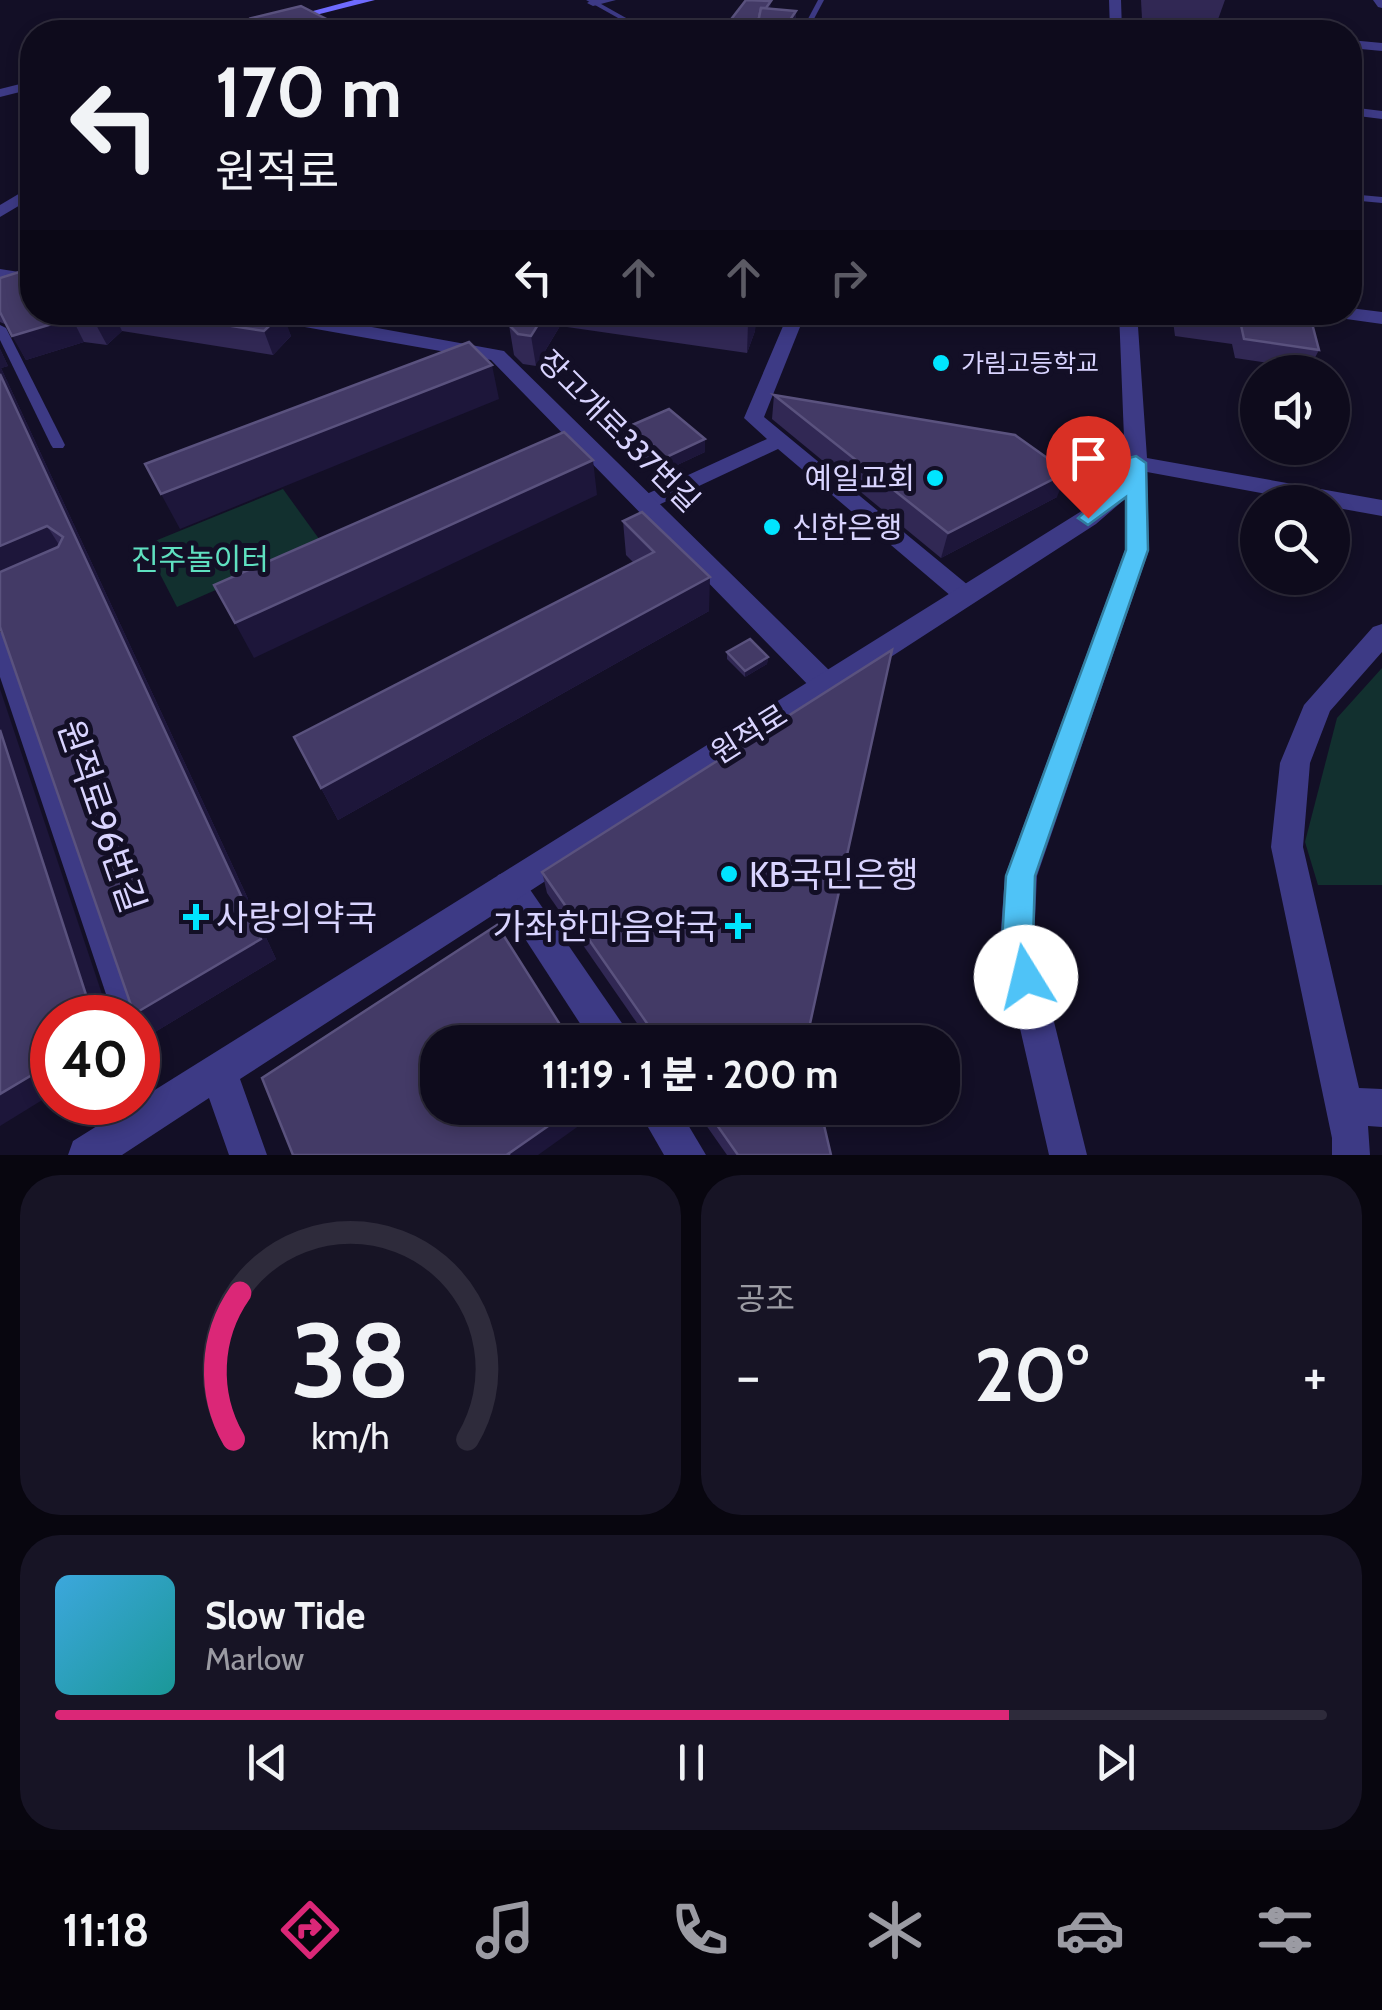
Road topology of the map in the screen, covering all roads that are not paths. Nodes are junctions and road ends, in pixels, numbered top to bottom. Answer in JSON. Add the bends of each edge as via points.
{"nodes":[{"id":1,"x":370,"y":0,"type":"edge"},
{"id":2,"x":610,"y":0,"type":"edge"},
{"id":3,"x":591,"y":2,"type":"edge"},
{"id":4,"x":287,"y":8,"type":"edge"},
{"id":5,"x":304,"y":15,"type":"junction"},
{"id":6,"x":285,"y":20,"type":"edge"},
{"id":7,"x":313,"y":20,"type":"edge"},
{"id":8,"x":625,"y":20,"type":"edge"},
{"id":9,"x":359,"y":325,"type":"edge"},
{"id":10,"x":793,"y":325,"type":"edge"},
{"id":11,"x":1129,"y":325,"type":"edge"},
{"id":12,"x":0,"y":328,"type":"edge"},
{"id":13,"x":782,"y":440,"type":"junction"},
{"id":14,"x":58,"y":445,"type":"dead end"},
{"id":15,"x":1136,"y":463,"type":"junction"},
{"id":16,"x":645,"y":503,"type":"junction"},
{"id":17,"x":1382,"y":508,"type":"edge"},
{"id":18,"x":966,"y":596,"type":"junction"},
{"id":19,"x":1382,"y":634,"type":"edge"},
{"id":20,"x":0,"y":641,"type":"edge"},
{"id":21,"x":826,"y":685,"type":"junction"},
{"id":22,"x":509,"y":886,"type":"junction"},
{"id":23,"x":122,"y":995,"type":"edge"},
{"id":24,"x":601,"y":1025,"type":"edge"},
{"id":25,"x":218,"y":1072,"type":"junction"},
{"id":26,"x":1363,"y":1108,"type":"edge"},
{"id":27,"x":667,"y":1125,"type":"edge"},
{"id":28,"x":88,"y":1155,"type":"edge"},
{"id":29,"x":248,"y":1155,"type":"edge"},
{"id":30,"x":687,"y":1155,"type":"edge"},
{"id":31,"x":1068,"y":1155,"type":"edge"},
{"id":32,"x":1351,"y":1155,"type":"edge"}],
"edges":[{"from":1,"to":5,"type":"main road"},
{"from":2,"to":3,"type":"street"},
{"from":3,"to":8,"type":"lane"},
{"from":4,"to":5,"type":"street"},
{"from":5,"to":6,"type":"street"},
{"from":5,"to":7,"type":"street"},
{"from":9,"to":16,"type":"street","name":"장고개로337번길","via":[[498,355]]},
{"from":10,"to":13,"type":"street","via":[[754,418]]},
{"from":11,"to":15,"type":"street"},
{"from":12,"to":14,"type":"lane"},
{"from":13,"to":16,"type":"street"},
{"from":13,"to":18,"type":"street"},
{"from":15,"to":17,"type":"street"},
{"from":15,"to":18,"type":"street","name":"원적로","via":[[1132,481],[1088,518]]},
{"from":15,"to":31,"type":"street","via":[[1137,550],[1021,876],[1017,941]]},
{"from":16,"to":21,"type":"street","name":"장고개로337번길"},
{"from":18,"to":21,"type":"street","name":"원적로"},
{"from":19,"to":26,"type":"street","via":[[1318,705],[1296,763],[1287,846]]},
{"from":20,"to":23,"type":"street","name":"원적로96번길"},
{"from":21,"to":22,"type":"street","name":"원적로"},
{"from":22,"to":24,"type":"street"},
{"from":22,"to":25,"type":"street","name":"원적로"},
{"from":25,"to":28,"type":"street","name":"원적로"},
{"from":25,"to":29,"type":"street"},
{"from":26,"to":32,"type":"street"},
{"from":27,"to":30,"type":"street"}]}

++++++++++

**Instructions to follow**
Please retype the listing exactly, leaving out any images.

**Exercise output**
Road topology of the map in the screen, covering all roads that are not paths. Nodes are junctions and road ends, in pixels, numbered top to bottom. Answer in JSON. Add the bends of each edge as via points.
{"nodes":[{"id":1,"x":370,"y":0,"type":"edge"},
{"id":2,"x":610,"y":0,"type":"edge"},
{"id":3,"x":591,"y":2,"type":"edge"},
{"id":4,"x":287,"y":8,"type":"edge"},
{"id":5,"x":304,"y":15,"type":"junction"},
{"id":6,"x":285,"y":20,"type":"edge"},
{"id":7,"x":313,"y":20,"type":"edge"},
{"id":8,"x":625,"y":20,"type":"edge"},
{"id":9,"x":359,"y":325,"type":"edge"},
{"id":10,"x":793,"y":325,"type":"edge"},
{"id":11,"x":1129,"y":325,"type":"edge"},
{"id":12,"x":0,"y":328,"type":"edge"},
{"id":13,"x":782,"y":440,"type":"junction"},
{"id":14,"x":58,"y":445,"type":"dead end"},
{"id":15,"x":1136,"y":463,"type":"junction"},
{"id":16,"x":645,"y":503,"type":"junction"},
{"id":17,"x":1382,"y":508,"type":"edge"},
{"id":18,"x":966,"y":596,"type":"junction"},
{"id":19,"x":1382,"y":634,"type":"edge"},
{"id":20,"x":0,"y":641,"type":"edge"},
{"id":21,"x":826,"y":685,"type":"junction"},
{"id":22,"x":509,"y":886,"type":"junction"},
{"id":23,"x":122,"y":995,"type":"edge"},
{"id":24,"x":601,"y":1025,"type":"edge"},
{"id":25,"x":218,"y":1072,"type":"junction"},
{"id":26,"x":1363,"y":1108,"type":"edge"},
{"id":27,"x":667,"y":1125,"type":"edge"},
{"id":28,"x":88,"y":1155,"type":"edge"},
{"id":29,"x":248,"y":1155,"type":"edge"},
{"id":30,"x":687,"y":1155,"type":"edge"},
{"id":31,"x":1068,"y":1155,"type":"edge"},
{"id":32,"x":1351,"y":1155,"type":"edge"}],
"edges":[{"from":1,"to":5,"type":"main road"},
{"from":2,"to":3,"type":"street"},
{"from":3,"to":8,"type":"lane"},
{"from":4,"to":5,"type":"street"},
{"from":5,"to":6,"type":"street"},
{"from":5,"to":7,"type":"street"},
{"from":9,"to":16,"type":"street","name":"장고개로337번길","via":[[498,355]]},
{"from":10,"to":13,"type":"street","via":[[754,418]]},
{"from":11,"to":15,"type":"street"},
{"from":12,"to":14,"type":"lane"},
{"from":13,"to":16,"type":"street"},
{"from":13,"to":18,"type":"street"},
{"from":15,"to":17,"type":"street"},
{"from":15,"to":18,"type":"street","name":"원적로","via":[[1132,481],[1088,518]]},
{"from":15,"to":31,"type":"street","via":[[1137,550],[1021,876],[1017,941]]},
{"from":16,"to":21,"type":"street","name":"장고개로337번길"},
{"from":18,"to":21,"type":"street","name":"원적로"},
{"from":19,"to":26,"type":"street","via":[[1318,705],[1296,763],[1287,846]]},
{"from":20,"to":23,"type":"street","name":"원적로96번길"},
{"from":21,"to":22,"type":"street","name":"원적로"},
{"from":22,"to":24,"type":"street"},
{"from":22,"to":25,"type":"street","name":"원적로"},
{"from":25,"to":28,"type":"street","name":"원적로"},
{"from":25,"to":29,"type":"street"},
{"from":26,"to":32,"type":"street"},
{"from":27,"to":30,"type":"street"}]}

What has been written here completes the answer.